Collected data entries
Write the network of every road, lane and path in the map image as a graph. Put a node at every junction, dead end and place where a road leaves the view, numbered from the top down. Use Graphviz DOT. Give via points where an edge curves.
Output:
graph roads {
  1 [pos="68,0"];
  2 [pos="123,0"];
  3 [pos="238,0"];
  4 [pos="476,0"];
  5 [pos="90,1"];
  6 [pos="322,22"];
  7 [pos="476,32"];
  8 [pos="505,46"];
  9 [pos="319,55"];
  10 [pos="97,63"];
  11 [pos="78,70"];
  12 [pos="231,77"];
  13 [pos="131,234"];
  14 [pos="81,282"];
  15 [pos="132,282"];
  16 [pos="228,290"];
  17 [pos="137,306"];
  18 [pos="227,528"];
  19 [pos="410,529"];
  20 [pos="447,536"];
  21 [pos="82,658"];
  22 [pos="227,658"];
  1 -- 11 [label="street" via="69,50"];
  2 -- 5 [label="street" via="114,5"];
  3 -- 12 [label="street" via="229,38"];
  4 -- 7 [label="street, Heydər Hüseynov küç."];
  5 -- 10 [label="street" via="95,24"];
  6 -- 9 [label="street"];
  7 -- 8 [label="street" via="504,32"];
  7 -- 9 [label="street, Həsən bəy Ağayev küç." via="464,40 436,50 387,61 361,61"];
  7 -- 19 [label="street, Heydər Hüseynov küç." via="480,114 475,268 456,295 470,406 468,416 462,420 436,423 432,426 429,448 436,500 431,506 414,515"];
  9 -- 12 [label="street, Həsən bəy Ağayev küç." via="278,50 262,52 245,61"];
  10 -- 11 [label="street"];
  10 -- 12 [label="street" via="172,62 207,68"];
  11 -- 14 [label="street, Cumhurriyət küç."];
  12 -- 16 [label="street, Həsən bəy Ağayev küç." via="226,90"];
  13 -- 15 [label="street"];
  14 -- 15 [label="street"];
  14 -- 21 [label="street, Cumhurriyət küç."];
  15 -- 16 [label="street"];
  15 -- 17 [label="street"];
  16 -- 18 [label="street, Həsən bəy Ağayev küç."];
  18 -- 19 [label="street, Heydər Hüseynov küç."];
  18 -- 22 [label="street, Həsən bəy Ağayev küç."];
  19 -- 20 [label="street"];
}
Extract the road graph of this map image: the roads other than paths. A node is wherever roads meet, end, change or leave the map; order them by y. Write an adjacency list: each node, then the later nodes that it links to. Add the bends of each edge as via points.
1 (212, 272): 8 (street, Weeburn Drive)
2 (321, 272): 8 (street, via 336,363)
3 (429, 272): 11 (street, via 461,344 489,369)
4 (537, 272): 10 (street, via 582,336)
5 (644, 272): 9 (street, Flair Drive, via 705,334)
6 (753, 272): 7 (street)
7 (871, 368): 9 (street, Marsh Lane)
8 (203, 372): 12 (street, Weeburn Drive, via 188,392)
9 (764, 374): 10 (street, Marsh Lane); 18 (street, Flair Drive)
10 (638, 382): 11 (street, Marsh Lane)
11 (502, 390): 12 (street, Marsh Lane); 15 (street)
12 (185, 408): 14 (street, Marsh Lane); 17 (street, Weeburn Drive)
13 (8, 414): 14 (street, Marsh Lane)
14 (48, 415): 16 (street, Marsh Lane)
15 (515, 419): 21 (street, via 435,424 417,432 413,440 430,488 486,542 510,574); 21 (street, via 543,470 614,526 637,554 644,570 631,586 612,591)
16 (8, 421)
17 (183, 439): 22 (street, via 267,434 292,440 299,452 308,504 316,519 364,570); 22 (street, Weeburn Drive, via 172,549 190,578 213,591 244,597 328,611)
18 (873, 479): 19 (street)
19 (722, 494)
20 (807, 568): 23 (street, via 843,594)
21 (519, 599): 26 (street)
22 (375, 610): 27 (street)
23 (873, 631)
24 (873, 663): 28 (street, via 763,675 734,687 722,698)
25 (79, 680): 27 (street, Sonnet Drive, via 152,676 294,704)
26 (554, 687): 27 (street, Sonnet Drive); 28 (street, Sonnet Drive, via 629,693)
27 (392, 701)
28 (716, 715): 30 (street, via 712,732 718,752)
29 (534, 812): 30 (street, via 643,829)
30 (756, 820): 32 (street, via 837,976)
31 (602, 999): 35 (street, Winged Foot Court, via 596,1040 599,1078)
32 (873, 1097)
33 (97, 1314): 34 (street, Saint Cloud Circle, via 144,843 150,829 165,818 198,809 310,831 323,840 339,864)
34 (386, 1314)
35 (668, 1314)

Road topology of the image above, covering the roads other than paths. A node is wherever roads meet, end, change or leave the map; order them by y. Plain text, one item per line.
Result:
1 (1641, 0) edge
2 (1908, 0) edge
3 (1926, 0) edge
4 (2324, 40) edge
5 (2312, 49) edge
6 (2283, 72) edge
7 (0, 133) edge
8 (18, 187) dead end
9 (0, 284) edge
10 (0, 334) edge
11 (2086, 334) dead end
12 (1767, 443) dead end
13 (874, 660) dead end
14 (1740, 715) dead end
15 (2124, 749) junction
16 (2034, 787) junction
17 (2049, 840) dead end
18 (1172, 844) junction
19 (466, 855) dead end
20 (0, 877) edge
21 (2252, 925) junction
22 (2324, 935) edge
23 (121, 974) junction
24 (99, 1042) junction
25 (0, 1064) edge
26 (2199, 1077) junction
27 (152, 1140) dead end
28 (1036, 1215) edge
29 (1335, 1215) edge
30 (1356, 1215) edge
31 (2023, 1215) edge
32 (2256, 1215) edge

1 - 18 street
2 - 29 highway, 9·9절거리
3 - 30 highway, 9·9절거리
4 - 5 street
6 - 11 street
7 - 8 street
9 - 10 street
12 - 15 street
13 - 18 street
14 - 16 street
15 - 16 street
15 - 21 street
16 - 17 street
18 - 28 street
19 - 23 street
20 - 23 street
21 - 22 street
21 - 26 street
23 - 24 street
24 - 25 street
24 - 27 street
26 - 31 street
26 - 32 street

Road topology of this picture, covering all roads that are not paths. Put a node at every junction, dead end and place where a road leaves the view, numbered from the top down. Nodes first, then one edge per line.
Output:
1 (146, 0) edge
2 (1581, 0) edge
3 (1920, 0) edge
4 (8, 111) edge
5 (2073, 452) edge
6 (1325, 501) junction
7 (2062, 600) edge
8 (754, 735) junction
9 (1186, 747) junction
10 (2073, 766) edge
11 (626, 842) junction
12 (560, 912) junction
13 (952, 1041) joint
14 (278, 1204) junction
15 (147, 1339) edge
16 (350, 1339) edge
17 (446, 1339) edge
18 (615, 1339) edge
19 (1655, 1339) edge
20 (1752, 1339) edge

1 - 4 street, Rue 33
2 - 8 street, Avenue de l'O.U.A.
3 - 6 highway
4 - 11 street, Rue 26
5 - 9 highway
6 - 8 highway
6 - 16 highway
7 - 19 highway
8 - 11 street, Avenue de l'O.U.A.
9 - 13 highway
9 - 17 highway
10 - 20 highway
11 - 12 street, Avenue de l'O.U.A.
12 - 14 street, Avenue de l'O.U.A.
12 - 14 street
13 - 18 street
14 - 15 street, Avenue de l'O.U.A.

> **Exercise aim**:
What do the lines above say from the one containing "Road topology of the" down to the one containing "Road topology of this"? Return them exactly, both end lines included, and only them.

> **Your response**:
Road topology of the image above, covering the roads other than paths. A node is wherever roads meet, end, change or leave the map; order them by y. Plain text, one item per line.
Result:
1 (1641, 0) edge
2 (1908, 0) edge
3 (1926, 0) edge
4 (2324, 40) edge
5 (2312, 49) edge
6 (2283, 72) edge
7 (0, 133) edge
8 (18, 187) dead end
9 (0, 284) edge
10 (0, 334) edge
11 (2086, 334) dead end
12 (1767, 443) dead end
13 (874, 660) dead end
14 (1740, 715) dead end
15 (2124, 749) junction
16 (2034, 787) junction
17 (2049, 840) dead end
18 (1172, 844) junction
19 (466, 855) dead end
20 (0, 877) edge
21 (2252, 925) junction
22 (2324, 935) edge
23 (121, 974) junction
24 (99, 1042) junction
25 (0, 1064) edge
26 (2199, 1077) junction
27 (152, 1140) dead end
28 (1036, 1215) edge
29 (1335, 1215) edge
30 (1356, 1215) edge
31 (2023, 1215) edge
32 (2256, 1215) edge

1 - 18 street
2 - 29 highway, 9·9절거리
3 - 30 highway, 9·9절거리
4 - 5 street
6 - 11 street
7 - 8 street
9 - 10 street
12 - 15 street
13 - 18 street
14 - 16 street
15 - 16 street
15 - 21 street
16 - 17 street
18 - 28 street
19 - 23 street
20 - 23 street
21 - 22 street
21 - 26 street
23 - 24 street
24 - 25 street
24 - 27 street
26 - 31 street
26 - 32 street

Road topology of this picture, covering all roads that are not paths. Put a node at every junction, dead end and place where a road leaves the view, numbered from the top down. Nodes first, then one edge per line.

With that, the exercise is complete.